*Exercise requirements:* Which lines of the data contain the string "Isarstraße"? Show each of them.

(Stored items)
BEGIN

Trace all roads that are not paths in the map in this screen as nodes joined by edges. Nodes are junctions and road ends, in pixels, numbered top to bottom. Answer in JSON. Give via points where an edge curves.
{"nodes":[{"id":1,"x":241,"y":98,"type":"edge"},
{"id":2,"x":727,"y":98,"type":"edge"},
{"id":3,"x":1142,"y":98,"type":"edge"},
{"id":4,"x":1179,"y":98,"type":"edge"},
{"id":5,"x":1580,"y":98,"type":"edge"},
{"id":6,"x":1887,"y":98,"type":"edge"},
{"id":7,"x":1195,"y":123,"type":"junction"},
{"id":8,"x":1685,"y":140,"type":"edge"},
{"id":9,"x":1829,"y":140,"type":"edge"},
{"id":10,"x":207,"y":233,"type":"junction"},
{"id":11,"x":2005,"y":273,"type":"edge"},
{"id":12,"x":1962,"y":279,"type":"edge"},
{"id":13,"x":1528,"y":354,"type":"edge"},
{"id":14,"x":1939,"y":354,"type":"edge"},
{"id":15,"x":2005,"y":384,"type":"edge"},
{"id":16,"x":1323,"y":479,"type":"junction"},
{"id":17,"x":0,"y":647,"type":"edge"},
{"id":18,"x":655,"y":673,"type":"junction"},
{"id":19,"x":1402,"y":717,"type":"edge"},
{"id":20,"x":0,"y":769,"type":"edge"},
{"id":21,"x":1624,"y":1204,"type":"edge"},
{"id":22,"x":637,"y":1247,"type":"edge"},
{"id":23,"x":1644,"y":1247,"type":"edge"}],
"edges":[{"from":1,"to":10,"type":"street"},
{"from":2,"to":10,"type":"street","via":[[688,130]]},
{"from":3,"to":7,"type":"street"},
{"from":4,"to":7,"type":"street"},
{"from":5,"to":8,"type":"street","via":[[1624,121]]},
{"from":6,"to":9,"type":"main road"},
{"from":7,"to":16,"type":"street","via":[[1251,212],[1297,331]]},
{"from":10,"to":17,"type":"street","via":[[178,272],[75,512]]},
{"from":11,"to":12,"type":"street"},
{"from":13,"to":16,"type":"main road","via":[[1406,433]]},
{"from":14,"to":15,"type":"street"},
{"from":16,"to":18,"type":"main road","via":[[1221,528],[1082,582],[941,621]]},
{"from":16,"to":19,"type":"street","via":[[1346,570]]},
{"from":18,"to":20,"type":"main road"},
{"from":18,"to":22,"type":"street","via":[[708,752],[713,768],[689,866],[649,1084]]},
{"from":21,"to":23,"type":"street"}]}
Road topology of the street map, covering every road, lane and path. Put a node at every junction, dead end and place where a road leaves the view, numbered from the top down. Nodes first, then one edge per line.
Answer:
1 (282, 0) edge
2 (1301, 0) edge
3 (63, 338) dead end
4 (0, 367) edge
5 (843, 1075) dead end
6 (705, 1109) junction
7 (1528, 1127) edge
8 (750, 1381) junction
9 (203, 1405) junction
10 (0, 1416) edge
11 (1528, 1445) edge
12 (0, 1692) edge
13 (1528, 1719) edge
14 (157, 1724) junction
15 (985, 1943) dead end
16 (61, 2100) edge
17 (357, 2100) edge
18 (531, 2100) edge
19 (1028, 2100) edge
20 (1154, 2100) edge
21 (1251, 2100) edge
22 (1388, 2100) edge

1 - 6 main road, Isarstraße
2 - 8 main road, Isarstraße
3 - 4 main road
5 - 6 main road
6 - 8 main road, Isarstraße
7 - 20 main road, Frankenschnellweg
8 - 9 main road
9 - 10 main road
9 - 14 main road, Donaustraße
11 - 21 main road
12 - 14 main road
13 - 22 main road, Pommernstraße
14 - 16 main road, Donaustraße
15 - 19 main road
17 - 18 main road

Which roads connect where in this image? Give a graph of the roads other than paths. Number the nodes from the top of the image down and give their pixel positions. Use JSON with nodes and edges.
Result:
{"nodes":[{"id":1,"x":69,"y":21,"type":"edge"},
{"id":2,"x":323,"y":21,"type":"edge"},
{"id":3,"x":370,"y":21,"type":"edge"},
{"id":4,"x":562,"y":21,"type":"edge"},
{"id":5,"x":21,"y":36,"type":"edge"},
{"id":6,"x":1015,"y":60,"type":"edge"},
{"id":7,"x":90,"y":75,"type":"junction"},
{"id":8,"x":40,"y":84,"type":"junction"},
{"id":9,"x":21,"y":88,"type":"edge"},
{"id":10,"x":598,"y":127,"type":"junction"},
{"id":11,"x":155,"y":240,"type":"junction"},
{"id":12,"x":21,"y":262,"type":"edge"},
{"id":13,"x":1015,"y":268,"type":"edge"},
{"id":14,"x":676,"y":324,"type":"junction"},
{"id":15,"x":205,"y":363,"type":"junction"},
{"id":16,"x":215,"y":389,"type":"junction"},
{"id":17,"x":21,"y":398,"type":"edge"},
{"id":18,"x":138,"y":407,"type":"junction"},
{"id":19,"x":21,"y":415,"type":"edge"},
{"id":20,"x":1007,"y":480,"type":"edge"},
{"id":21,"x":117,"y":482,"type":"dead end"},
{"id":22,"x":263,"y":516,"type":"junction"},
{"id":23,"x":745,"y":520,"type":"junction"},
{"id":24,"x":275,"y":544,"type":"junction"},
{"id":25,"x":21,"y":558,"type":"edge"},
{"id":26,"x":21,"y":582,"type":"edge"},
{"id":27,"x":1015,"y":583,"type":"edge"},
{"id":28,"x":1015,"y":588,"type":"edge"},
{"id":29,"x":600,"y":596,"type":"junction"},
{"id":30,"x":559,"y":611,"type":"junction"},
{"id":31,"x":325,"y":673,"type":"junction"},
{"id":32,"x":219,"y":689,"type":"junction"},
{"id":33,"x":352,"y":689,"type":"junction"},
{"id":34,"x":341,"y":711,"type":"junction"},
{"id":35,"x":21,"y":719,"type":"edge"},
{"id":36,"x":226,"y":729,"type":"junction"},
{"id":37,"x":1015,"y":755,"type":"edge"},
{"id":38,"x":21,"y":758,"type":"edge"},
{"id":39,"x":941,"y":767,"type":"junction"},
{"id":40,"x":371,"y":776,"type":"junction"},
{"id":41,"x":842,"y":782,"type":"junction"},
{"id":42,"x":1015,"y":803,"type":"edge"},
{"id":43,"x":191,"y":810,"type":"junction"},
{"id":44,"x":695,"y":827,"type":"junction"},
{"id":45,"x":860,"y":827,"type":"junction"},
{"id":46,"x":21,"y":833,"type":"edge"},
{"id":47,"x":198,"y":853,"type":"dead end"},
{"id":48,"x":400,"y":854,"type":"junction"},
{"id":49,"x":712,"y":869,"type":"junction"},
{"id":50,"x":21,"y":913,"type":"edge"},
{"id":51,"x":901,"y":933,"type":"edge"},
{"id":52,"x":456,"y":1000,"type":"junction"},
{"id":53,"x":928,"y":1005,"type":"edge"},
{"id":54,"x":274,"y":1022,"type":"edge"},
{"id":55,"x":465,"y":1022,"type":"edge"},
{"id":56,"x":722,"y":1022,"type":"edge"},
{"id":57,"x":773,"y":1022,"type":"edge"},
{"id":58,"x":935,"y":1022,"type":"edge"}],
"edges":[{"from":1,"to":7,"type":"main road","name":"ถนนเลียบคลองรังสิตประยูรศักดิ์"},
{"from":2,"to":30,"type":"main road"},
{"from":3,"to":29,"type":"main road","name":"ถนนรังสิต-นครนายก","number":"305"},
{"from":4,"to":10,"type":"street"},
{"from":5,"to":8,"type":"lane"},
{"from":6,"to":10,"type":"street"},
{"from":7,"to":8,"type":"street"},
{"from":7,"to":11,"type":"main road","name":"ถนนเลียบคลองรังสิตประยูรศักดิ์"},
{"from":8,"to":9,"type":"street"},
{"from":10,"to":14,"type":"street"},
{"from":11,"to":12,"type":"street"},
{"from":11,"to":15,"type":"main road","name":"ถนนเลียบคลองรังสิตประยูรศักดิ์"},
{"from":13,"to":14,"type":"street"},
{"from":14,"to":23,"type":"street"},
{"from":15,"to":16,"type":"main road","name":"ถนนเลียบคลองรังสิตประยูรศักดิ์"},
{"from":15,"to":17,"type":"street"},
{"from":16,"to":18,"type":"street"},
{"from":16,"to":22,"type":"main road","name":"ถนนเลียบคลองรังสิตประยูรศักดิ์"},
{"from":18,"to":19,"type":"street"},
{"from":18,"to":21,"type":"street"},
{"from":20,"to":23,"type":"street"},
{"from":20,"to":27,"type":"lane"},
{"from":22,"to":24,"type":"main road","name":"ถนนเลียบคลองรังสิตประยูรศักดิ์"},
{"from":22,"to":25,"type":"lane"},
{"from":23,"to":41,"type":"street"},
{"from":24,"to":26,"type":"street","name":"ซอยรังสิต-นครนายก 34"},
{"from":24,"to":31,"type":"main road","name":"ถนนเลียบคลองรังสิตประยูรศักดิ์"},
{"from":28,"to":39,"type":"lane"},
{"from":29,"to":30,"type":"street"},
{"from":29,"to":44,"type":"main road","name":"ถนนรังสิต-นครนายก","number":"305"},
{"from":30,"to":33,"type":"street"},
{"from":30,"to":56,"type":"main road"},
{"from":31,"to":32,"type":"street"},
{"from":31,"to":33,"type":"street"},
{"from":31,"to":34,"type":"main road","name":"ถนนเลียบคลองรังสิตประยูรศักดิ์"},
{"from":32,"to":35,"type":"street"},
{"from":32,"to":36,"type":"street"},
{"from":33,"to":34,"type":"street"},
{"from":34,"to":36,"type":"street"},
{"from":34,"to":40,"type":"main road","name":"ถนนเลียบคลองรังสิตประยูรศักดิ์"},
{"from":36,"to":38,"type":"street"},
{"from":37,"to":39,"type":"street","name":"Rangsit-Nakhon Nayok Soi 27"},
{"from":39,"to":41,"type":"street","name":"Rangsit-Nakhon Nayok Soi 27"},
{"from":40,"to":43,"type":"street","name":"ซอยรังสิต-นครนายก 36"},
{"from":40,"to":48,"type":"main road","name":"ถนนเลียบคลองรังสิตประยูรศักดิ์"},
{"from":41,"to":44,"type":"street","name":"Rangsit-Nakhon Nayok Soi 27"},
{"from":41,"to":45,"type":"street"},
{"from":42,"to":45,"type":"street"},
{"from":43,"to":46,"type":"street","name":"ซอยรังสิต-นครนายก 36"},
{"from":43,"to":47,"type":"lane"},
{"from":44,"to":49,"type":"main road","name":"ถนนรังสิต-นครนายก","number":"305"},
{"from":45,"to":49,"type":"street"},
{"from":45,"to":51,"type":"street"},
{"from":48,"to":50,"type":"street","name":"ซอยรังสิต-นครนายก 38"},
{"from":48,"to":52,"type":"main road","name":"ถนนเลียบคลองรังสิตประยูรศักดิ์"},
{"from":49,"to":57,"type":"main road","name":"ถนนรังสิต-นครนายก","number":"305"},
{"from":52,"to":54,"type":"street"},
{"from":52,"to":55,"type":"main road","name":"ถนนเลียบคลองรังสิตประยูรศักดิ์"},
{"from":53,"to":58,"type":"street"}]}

END

*Output:*
1 - 6 main road, Isarstraße
2 - 8 main road, Isarstraße
6 - 8 main road, Isarstraße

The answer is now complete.